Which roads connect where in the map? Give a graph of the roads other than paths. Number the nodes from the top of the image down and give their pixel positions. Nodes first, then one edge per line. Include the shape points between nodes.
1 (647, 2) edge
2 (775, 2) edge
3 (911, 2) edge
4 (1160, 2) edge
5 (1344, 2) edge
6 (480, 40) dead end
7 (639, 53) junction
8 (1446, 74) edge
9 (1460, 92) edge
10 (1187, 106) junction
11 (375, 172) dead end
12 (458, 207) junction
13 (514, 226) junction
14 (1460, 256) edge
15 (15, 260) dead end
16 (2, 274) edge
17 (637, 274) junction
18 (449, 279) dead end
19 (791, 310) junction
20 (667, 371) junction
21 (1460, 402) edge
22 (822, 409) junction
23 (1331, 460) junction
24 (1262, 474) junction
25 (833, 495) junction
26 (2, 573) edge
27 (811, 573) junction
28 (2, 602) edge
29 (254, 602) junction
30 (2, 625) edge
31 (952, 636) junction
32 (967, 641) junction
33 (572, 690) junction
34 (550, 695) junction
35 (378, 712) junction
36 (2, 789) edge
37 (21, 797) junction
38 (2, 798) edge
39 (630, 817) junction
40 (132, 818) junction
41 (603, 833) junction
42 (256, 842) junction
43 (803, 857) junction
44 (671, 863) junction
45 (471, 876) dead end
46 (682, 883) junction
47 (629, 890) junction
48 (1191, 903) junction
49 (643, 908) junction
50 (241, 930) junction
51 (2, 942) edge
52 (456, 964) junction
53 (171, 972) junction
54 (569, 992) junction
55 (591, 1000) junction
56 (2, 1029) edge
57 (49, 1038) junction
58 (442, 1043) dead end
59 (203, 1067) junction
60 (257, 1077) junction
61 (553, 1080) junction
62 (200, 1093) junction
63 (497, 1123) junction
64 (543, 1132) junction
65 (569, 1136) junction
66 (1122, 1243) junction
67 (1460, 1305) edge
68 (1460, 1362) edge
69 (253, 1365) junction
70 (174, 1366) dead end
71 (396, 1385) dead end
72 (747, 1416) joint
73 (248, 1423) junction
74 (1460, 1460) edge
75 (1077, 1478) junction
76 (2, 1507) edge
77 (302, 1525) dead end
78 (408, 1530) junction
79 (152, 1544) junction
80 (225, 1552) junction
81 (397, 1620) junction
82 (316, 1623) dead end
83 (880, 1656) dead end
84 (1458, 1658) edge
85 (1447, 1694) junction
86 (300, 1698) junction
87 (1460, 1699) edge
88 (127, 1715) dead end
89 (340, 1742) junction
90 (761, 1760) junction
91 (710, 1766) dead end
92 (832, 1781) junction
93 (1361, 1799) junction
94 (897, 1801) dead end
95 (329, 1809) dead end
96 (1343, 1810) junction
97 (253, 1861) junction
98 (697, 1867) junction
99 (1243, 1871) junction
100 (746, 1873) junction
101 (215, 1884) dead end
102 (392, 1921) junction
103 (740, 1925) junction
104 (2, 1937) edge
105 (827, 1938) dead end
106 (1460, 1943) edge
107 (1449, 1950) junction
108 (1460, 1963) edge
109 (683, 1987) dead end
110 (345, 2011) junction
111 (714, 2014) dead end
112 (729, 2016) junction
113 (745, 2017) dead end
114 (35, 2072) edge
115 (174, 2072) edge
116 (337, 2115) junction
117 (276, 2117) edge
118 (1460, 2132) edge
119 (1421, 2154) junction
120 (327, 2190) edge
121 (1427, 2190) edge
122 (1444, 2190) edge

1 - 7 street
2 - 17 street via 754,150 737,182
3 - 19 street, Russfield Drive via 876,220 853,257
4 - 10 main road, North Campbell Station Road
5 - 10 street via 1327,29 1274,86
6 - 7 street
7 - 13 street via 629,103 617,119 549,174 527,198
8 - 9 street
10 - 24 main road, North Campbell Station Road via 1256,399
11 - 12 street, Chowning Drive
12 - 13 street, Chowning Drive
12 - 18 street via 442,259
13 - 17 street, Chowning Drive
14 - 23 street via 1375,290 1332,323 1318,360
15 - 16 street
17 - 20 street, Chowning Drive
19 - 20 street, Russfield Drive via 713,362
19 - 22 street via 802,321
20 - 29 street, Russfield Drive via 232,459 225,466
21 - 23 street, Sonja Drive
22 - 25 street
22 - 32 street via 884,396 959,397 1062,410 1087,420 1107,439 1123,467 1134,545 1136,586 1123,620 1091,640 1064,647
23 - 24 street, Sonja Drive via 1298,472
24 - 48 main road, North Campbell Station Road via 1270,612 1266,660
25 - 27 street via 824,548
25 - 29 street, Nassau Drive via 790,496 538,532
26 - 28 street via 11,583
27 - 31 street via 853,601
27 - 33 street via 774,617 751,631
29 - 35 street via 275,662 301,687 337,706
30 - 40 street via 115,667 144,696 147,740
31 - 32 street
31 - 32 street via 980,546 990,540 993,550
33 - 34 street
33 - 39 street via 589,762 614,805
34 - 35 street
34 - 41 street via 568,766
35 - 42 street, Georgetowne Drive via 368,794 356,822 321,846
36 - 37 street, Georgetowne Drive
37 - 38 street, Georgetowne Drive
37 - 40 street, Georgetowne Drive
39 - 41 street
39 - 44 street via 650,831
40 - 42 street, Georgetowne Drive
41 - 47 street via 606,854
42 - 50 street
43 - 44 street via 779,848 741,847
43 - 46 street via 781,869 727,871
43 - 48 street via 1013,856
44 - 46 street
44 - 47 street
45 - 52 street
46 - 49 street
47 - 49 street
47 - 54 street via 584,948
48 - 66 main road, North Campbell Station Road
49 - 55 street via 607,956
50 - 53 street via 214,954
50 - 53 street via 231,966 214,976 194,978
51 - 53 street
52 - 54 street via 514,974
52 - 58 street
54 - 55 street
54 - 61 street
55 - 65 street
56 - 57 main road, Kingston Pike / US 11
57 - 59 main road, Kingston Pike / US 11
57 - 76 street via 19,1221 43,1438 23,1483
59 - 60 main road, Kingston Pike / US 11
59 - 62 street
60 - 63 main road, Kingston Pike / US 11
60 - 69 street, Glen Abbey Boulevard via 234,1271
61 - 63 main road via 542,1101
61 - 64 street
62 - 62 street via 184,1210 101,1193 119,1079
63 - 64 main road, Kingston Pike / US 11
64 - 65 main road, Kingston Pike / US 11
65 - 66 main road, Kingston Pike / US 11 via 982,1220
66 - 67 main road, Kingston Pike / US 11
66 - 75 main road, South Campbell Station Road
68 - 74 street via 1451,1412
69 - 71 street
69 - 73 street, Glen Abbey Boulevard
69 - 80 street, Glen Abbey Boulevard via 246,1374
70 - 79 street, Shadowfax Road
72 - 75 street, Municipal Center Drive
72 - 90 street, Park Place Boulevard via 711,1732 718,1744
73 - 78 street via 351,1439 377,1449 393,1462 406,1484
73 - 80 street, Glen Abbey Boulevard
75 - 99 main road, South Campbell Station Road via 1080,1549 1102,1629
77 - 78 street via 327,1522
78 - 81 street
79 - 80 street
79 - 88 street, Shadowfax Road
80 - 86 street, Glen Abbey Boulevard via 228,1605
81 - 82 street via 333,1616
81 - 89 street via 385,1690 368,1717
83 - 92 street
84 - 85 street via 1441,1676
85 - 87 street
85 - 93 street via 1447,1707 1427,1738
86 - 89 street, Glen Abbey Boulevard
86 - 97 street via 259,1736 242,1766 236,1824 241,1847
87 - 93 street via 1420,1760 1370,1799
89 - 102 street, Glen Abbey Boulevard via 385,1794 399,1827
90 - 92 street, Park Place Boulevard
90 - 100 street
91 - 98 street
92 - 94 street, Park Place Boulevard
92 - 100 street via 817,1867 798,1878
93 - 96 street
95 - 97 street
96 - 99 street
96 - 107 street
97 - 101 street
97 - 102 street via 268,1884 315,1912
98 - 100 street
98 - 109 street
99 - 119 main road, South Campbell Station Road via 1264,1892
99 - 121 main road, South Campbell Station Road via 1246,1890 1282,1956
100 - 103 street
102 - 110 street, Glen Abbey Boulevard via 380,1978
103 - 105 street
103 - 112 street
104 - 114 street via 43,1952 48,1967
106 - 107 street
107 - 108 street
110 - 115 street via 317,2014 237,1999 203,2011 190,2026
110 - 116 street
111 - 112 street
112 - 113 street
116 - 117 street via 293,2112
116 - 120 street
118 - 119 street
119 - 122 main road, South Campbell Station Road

• _What you should do_:
Which lines of the records above hold the word "Park"? Copy each one out.

• _Expected answer_:
72 - 90 street, Park Place Boulevard via 711,1732 718,1744
90 - 92 street, Park Place Boulevard
92 - 94 street, Park Place Boulevard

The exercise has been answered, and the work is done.